(Collected data entries)
****************
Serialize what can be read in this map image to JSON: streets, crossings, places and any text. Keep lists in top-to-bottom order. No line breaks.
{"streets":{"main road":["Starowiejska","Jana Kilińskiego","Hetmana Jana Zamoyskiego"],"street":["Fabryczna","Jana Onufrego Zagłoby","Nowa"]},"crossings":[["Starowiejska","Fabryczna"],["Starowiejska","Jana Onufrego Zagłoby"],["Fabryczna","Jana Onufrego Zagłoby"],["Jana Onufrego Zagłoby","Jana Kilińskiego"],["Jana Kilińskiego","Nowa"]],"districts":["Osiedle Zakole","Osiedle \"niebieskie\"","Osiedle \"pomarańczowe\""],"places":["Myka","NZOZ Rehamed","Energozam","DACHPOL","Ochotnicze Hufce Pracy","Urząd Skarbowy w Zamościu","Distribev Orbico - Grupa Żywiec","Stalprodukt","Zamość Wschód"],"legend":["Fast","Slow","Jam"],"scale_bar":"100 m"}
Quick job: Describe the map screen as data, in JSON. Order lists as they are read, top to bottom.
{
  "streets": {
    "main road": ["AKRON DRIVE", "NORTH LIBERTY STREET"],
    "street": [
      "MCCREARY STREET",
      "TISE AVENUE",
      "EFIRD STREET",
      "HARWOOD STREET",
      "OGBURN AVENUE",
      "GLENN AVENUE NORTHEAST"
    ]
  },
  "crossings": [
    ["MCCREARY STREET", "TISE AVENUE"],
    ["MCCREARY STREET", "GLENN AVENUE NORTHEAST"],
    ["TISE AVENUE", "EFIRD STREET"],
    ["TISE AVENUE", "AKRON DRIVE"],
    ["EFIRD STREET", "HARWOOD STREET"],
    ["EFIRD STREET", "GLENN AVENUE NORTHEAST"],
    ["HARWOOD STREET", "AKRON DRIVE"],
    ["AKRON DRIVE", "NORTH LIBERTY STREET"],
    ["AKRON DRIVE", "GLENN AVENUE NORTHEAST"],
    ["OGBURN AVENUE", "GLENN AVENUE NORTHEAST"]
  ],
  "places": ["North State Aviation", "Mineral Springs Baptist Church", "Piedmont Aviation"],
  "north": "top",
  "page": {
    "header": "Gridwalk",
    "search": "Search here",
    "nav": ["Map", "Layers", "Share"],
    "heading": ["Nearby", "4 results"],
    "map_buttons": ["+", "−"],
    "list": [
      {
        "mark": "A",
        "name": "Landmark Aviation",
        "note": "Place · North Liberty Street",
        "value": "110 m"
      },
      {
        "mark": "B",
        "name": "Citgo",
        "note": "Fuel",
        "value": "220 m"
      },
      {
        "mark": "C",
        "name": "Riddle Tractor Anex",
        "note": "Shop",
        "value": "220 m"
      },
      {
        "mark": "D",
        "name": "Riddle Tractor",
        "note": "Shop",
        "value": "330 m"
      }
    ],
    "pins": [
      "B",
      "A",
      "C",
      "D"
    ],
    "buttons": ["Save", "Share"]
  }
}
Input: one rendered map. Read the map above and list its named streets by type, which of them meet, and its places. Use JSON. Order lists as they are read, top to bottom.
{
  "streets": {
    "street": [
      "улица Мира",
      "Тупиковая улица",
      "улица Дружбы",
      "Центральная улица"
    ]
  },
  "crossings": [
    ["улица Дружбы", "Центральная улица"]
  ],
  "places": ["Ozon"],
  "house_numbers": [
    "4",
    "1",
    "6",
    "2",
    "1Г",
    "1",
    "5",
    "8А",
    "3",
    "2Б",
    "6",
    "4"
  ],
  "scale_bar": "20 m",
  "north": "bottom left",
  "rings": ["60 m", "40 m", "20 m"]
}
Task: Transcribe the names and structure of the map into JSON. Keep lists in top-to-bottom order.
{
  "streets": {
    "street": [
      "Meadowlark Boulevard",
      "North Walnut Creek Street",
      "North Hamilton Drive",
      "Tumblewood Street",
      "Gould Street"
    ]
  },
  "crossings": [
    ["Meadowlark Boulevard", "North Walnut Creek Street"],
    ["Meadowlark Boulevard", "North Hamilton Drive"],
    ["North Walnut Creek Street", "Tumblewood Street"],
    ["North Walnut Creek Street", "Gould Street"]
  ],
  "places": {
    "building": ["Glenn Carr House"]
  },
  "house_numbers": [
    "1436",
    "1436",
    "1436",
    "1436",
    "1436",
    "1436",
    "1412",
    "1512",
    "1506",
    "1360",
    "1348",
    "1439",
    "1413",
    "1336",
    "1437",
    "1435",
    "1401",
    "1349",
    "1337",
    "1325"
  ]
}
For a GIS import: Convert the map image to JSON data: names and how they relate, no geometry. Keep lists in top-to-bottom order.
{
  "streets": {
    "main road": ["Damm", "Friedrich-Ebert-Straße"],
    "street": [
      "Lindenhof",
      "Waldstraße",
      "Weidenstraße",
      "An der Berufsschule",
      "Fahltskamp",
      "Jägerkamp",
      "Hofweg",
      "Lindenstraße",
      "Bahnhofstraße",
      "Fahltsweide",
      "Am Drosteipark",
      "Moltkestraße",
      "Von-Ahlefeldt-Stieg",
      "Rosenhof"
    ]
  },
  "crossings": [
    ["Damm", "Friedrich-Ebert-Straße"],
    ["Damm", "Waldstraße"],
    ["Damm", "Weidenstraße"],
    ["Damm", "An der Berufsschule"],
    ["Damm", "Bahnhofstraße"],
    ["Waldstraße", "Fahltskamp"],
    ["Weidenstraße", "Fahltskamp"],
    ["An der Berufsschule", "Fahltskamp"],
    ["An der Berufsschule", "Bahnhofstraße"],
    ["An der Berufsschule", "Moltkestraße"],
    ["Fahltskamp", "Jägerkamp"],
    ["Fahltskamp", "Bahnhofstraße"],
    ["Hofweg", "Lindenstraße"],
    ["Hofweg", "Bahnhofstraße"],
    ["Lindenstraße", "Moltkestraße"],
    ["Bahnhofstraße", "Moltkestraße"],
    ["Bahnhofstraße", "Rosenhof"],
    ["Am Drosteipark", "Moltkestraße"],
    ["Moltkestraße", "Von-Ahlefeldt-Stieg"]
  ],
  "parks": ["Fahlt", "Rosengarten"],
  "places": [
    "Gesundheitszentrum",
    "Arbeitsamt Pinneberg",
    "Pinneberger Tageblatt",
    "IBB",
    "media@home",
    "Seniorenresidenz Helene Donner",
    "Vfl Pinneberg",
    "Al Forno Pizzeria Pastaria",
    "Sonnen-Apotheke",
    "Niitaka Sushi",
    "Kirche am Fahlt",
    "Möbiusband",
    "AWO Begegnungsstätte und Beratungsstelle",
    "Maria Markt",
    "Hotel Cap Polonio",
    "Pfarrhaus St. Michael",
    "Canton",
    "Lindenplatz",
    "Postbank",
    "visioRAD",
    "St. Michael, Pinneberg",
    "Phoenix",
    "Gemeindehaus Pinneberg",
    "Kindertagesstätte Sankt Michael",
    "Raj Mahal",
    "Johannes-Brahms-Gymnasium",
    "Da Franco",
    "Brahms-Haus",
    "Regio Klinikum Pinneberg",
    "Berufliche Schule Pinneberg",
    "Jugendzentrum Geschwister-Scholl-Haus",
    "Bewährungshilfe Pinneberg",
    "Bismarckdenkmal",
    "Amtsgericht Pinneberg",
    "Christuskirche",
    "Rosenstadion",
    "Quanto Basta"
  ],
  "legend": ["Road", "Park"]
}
****************
• _How to complete this task_: Your task is to restate every record word for word.

• _Output of the exercise_:
Serialize what can be read in this map image to JSON: streets, crossings, places and any text. Keep lists in top-to-bottom order. No line breaks.
{"streets":{"main road":["Starowiejska","Jana Kilińskiego","Hetmana Jana Zamoyskiego"],"street":["Fabryczna","Jana Onufrego Zagłoby","Nowa"]},"crossings":[["Starowiejska","Fabryczna"],["Starowiejska","Jana Onufrego Zagłoby"],["Fabryczna","Jana Onufrego Zagłoby"],["Jana Onufrego Zagłoby","Jana Kilińskiego"],["Jana Kilińskiego","Nowa"]],"districts":["Osiedle Zakole","Osiedle \"niebieskie\"","Osiedle \"pomarańczowe\""],"places":["Myka","NZOZ Rehamed","Energozam","DACHPOL","Ochotnicze Hufce Pracy","Urząd Skarbowy w Zamościu","Distribev Orbico - Grupa Żywiec","Stalprodukt","Zamość Wschód"],"legend":["Fast","Slow","Jam"],"scale_bar":"100 m"}
Quick job: Describe the map screen as data, in JSON. Order lists as they are read, top to bottom.
{
  "streets": {
    "main road": ["AKRON DRIVE", "NORTH LIBERTY STREET"],
    "street": [
      "MCCREARY STREET",
      "TISE AVENUE",
      "EFIRD STREET",
      "HARWOOD STREET",
      "OGBURN AVENUE",
      "GLENN AVENUE NORTHEAST"
    ]
  },
  "crossings": [
    ["MCCREARY STREET", "TISE AVENUE"],
    ["MCCREARY STREET", "GLENN AVENUE NORTHEAST"],
    ["TISE AVENUE", "EFIRD STREET"],
    ["TISE AVENUE", "AKRON DRIVE"],
    ["EFIRD STREET", "HARWOOD STREET"],
    ["EFIRD STREET", "GLENN AVENUE NORTHEAST"],
    ["HARWOOD STREET", "AKRON DRIVE"],
    ["AKRON DRIVE", "NORTH LIBERTY STREET"],
    ["AKRON DRIVE", "GLENN AVENUE NORTHEAST"],
    ["OGBURN AVENUE", "GLENN AVENUE NORTHEAST"]
  ],
  "places": ["North State Aviation", "Mineral Springs Baptist Church", "Piedmont Aviation"],
  "north": "top",
  "page": {
    "header": "Gridwalk",
    "search": "Search here",
    "nav": ["Map", "Layers", "Share"],
    "heading": ["Nearby", "4 results"],
    "map_buttons": ["+", "−"],
    "list": [
      {
        "mark": "A",
        "name": "Landmark Aviation",
        "note": "Place · North Liberty Street",
        "value": "110 m"
      },
      {
        "mark": "B",
        "name": "Citgo",
        "note": "Fuel",
        "value": "220 m"
      },
      {
        "mark": "C",
        "name": "Riddle Tractor Anex",
        "note": "Shop",
        "value": "220 m"
      },
      {
        "mark": "D",
        "name": "Riddle Tractor",
        "note": "Shop",
        "value": "330 m"
      }
    ],
    "pins": [
      "B",
      "A",
      "C",
      "D"
    ],
    "buttons": ["Save", "Share"]
  }
}
Input: one rendered map. Read the map above and list its named streets by type, which of them meet, and its places. Use JSON. Order lists as they are read, top to bottom.
{
  "streets": {
    "street": [
      "улица Мира",
      "Тупиковая улица",
      "улица Дружбы",
      "Центральная улица"
    ]
  },
  "crossings": [
    ["улица Дружбы", "Центральная улица"]
  ],
  "places": ["Ozon"],
  "house_numbers": [
    "4",
    "1",
    "6",
    "2",
    "1Г",
    "1",
    "5",
    "8А",
    "3",
    "2Б",
    "6",
    "4"
  ],
  "scale_bar": "20 m",
  "north": "bottom left",
  "rings": ["60 m", "40 m", "20 m"]
}
Task: Transcribe the names and structure of the map into JSON. Keep lists in top-to-bottom order.
{
  "streets": {
    "street": [
      "Meadowlark Boulevard",
      "North Walnut Creek Street",
      "North Hamilton Drive",
      "Tumblewood Street",
      "Gould Street"
    ]
  },
  "crossings": [
    ["Meadowlark Boulevard", "North Walnut Creek Street"],
    ["Meadowlark Boulevard", "North Hamilton Drive"],
    ["North Walnut Creek Street", "Tumblewood Street"],
    ["North Walnut Creek Street", "Gould Street"]
  ],
  "places": {
    "building": ["Glenn Carr House"]
  },
  "house_numbers": [
    "1436",
    "1436",
    "1436",
    "1436",
    "1436",
    "1436",
    "1412",
    "1512",
    "1506",
    "1360",
    "1348",
    "1439",
    "1413",
    "1336",
    "1437",
    "1435",
    "1401",
    "1349",
    "1337",
    "1325"
  ]
}
For a GIS import: Convert the map image to JSON data: names and how they relate, no geometry. Keep lists in top-to-bottom order.
{
  "streets": {
    "main road": ["Damm", "Friedrich-Ebert-Straße"],
    "street": [
      "Lindenhof",
      "Waldstraße",
      "Weidenstraße",
      "An der Berufsschule",
      "Fahltskamp",
      "Jägerkamp",
      "Hofweg",
      "Lindenstraße",
      "Bahnhofstraße",
      "Fahltsweide",
      "Am Drosteipark",
      "Moltkestraße",
      "Von-Ahlefeldt-Stieg",
      "Rosenhof"
    ]
  },
  "crossings": [
    ["Damm", "Friedrich-Ebert-Straße"],
    ["Damm", "Waldstraße"],
    ["Damm", "Weidenstraße"],
    ["Damm", "An der Berufsschule"],
    ["Damm", "Bahnhofstraße"],
    ["Waldstraße", "Fahltskamp"],
    ["Weidenstraße", "Fahltskamp"],
    ["An der Berufsschule", "Fahltskamp"],
    ["An der Berufsschule", "Bahnhofstraße"],
    ["An der Berufsschule", "Moltkestraße"],
    ["Fahltskamp", "Jägerkamp"],
    ["Fahltskamp", "Bahnhofstraße"],
    ["Hofweg", "Lindenstraße"],
    ["Hofweg", "Bahnhofstraße"],
    ["Lindenstraße", "Moltkestraße"],
    ["Bahnhofstraße", "Moltkestraße"],
    ["Bahnhofstraße", "Rosenhof"],
    ["Am Drosteipark", "Moltkestraße"],
    ["Moltkestraße", "Von-Ahlefeldt-Stieg"]
  ],
  "parks": ["Fahlt", "Rosengarten"],
  "places": [
    "Gesundheitszentrum",
    "Arbeitsamt Pinneberg",
    "Pinneberger Tageblatt",
    "IBB",
    "media@home",
    "Seniorenresidenz Helene Donner",
    "Vfl Pinneberg",
    "Al Forno Pizzeria Pastaria",
    "Sonnen-Apotheke",
    "Niitaka Sushi",
    "Kirche am Fahlt",
    "Möbiusband",
    "AWO Begegnungsstätte und Beratungsstelle",
    "Maria Markt",
    "Hotel Cap Polonio",
    "Pfarrhaus St. Michael",
    "Canton",
    "Lindenplatz",
    "Postbank",
    "visioRAD",
    "St. Michael, Pinneberg",
    "Phoenix",
    "Gemeindehaus Pinneberg",
    "Kindertagesstätte Sankt Michael",
    "Raj Mahal",
    "Johannes-Brahms-Gymnasium",
    "Da Franco",
    "Brahms-Haus",
    "Regio Klinikum Pinneberg",
    "Berufliche Schule Pinneberg",
    "Jugendzentrum Geschwister-Scholl-Haus",
    "Bewährungshilfe Pinneberg",
    "Bismarckdenkmal",
    "Amtsgericht Pinneberg",
    "Christuskirche",
    "Rosenstadion",
    "Quanto Basta"
  ],
  "legend": ["Road", "Park"]
}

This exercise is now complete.